## [DATA PROVIDED]
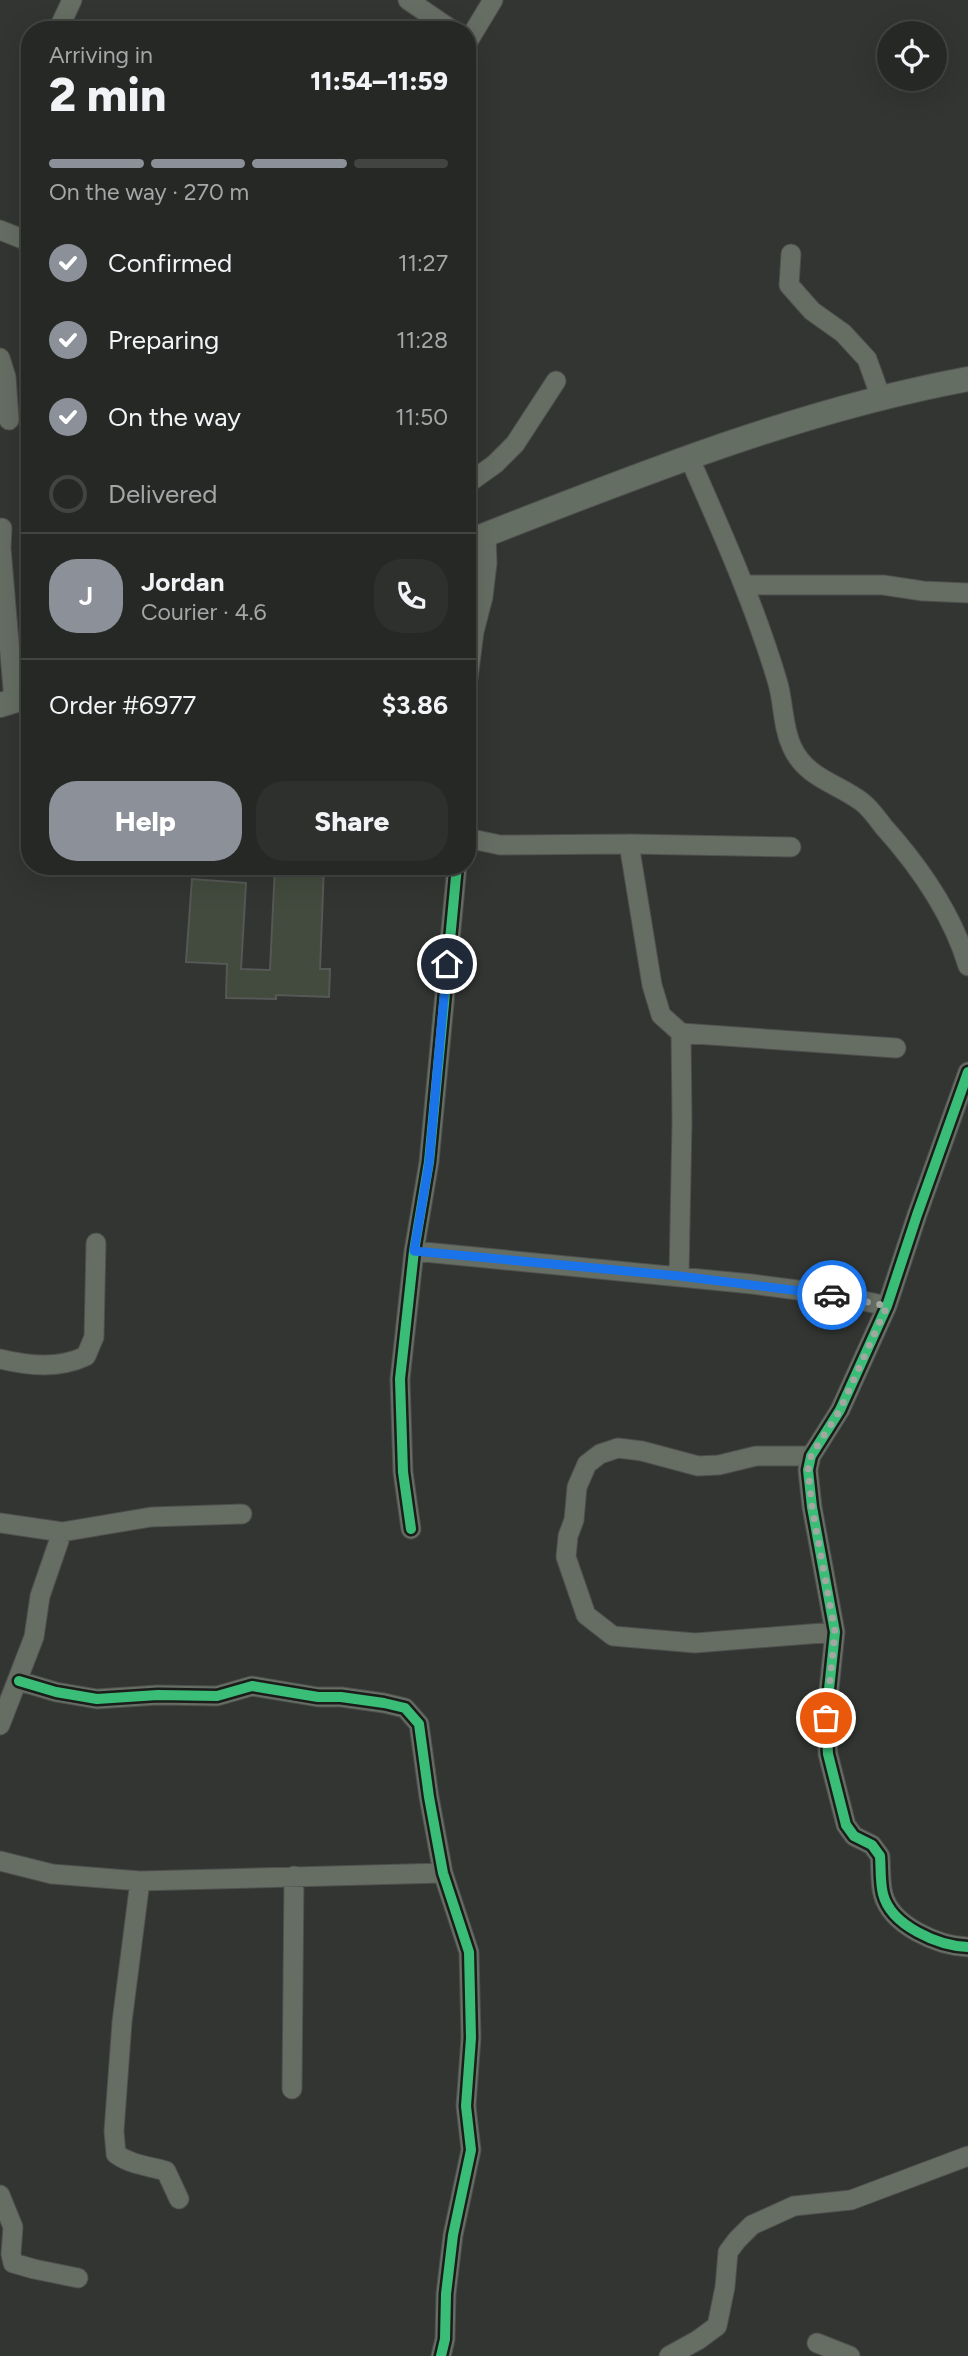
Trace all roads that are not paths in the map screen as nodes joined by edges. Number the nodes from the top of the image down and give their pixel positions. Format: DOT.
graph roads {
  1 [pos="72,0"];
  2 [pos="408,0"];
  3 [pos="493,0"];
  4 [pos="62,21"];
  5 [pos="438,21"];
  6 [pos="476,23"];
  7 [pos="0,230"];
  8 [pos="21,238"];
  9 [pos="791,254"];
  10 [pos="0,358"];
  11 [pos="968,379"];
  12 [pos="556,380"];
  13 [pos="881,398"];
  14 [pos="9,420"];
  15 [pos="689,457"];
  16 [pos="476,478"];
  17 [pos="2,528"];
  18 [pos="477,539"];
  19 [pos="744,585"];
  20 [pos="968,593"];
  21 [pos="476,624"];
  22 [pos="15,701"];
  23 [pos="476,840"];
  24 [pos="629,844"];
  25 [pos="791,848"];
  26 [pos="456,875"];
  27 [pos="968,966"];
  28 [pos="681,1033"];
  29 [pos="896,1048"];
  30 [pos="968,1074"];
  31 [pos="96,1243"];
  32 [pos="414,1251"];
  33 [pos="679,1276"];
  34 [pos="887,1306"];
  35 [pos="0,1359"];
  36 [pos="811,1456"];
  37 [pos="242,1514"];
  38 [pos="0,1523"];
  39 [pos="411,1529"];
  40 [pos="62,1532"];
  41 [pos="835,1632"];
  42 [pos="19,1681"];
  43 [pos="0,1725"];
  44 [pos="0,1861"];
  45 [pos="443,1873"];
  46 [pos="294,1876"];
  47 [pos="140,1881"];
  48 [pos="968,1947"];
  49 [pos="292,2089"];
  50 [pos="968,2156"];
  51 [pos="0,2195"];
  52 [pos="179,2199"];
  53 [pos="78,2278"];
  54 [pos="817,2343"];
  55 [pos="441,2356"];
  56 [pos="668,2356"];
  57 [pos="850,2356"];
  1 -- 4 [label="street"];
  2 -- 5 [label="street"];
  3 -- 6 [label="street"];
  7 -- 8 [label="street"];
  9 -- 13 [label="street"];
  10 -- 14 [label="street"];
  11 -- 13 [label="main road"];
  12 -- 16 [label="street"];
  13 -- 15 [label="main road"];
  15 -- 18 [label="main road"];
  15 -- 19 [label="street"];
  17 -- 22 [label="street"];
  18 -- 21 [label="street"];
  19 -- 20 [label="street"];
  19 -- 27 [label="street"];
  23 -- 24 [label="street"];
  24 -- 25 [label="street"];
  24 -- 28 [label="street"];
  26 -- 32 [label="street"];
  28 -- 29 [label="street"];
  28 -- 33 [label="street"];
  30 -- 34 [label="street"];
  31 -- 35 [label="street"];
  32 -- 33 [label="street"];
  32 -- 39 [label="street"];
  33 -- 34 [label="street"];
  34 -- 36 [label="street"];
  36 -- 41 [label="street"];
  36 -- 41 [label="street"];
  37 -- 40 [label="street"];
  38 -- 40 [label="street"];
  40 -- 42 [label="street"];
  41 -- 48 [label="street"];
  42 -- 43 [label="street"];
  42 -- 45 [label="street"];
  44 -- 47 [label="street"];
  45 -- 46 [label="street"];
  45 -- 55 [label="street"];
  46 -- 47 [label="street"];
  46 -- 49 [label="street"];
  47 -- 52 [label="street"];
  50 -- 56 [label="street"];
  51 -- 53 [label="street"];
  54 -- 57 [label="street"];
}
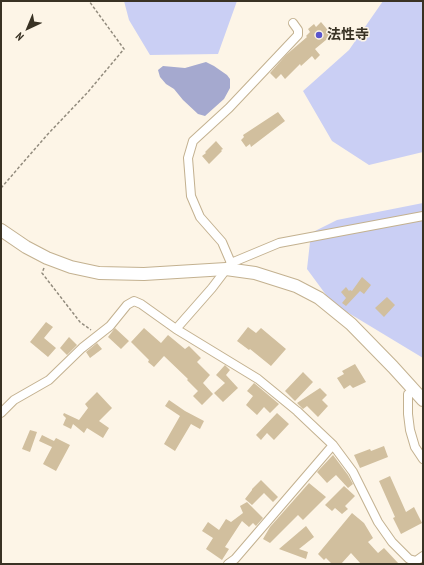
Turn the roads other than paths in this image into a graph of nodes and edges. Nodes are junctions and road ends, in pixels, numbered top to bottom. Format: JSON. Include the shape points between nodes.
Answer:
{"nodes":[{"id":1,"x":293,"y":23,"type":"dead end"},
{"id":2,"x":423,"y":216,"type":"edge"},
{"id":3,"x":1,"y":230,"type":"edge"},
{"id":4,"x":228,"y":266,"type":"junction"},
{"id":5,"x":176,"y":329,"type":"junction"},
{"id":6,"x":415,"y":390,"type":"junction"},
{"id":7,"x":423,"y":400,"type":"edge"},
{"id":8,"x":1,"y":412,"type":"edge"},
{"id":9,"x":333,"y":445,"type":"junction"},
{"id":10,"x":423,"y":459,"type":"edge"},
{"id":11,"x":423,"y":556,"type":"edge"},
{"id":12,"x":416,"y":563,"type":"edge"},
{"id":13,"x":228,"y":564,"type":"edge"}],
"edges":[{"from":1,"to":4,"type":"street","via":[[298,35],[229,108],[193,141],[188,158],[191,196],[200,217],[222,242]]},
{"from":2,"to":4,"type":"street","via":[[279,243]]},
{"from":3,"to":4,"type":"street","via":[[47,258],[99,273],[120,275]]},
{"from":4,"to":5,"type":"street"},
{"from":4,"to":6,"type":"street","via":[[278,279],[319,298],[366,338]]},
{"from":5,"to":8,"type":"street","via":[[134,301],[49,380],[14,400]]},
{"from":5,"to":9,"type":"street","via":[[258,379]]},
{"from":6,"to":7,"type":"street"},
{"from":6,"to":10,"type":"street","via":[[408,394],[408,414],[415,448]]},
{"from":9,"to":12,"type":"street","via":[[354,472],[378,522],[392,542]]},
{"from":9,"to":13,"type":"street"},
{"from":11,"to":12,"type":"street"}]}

## [THE PROBLEM]
Among the records, find every line holding the word "main" and copy it.

## [EXERCISE ANSWER]
  11 -- 13 [label="main road"];
  13 -- 15 [label="main road"];
  15 -- 18 [label="main road"];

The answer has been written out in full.